▸ PROBLEM REQUIREMENTS
Search the records for the word "graph" and pick out every line that has it.

━━━ RECORDS SUPPLIED ━━━

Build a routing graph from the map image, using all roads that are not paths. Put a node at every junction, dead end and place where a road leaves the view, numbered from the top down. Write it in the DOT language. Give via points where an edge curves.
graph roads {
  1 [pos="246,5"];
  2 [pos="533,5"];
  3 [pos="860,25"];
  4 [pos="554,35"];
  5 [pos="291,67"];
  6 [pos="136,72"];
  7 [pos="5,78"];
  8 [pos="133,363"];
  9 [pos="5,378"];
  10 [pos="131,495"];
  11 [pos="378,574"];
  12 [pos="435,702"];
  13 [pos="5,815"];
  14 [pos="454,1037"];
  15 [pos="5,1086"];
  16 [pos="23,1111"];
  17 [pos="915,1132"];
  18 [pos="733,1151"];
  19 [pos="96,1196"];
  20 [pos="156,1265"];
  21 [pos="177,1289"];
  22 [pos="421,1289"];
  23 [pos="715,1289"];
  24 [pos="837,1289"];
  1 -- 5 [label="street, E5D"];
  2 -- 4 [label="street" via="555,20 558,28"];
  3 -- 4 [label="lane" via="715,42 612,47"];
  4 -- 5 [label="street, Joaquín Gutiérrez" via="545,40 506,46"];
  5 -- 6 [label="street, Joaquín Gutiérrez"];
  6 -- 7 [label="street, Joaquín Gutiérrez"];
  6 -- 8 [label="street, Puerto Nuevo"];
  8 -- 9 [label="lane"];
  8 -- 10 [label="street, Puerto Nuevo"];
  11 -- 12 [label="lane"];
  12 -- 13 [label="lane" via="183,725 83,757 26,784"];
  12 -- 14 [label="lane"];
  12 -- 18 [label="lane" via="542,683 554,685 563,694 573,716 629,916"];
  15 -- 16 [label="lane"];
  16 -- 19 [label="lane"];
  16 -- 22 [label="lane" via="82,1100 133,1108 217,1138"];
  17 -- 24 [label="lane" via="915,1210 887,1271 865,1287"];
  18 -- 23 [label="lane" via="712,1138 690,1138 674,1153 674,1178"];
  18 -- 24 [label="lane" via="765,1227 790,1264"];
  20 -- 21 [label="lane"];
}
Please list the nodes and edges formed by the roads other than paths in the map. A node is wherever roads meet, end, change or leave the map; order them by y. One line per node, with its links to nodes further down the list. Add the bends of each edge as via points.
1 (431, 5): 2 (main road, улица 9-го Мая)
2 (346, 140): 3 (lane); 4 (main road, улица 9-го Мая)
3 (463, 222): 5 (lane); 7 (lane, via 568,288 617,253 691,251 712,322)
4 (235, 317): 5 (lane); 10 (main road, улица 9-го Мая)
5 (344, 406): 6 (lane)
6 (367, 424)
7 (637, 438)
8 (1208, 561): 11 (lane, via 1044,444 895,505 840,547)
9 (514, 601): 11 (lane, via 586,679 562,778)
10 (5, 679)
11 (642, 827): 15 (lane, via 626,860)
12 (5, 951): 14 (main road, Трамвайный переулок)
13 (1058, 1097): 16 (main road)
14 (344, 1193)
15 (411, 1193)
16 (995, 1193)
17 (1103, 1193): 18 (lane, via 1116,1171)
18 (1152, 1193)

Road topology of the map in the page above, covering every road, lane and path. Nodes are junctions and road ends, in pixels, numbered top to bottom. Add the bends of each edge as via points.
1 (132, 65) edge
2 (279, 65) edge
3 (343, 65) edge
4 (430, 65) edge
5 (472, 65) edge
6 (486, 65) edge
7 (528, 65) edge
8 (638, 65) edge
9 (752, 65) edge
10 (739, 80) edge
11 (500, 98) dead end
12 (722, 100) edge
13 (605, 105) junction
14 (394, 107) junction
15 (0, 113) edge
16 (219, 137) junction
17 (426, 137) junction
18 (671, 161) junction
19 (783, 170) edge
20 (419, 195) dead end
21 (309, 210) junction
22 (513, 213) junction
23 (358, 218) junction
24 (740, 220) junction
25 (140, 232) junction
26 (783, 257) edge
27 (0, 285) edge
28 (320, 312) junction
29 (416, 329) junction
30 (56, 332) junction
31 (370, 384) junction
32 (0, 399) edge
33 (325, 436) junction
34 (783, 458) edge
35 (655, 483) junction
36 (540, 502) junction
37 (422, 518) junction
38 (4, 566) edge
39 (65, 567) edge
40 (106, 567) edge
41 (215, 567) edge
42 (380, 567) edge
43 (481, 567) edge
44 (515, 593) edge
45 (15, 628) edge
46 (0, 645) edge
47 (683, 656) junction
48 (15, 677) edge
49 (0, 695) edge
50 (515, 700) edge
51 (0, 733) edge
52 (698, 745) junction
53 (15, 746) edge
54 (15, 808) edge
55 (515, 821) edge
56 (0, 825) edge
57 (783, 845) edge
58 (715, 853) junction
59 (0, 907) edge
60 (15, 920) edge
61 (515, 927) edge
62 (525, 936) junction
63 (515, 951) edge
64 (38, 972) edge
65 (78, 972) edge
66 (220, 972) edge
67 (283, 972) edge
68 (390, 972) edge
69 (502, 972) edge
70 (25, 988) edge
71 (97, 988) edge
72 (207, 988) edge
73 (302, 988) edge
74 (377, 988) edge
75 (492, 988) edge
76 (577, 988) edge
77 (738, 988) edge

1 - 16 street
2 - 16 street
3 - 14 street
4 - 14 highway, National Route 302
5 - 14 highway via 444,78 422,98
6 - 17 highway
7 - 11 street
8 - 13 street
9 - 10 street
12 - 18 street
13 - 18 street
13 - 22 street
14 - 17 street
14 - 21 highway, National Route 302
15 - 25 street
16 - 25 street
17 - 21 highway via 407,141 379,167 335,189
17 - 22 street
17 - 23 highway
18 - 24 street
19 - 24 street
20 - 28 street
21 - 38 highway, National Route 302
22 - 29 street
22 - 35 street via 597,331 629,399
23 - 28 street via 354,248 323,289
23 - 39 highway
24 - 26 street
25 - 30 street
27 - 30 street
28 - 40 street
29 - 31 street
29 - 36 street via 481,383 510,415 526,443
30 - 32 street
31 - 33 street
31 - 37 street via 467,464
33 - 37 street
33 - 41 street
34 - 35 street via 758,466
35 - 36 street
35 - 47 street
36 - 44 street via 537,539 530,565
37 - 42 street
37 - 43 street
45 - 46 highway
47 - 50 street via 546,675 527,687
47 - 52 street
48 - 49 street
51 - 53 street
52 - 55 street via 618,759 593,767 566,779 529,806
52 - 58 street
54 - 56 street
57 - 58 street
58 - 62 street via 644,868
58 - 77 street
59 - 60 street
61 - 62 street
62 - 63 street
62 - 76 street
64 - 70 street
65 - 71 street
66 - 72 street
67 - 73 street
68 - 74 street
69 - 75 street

━━━

▸ WORKED SOLUTION
Build a routing graph from the map image, using all roads that are not paths. Put a node at every junction, dead end and place where a road leaves the view, numbered from the top down. Write it in the DOT language. Give via points where an edge curves.
graph roads {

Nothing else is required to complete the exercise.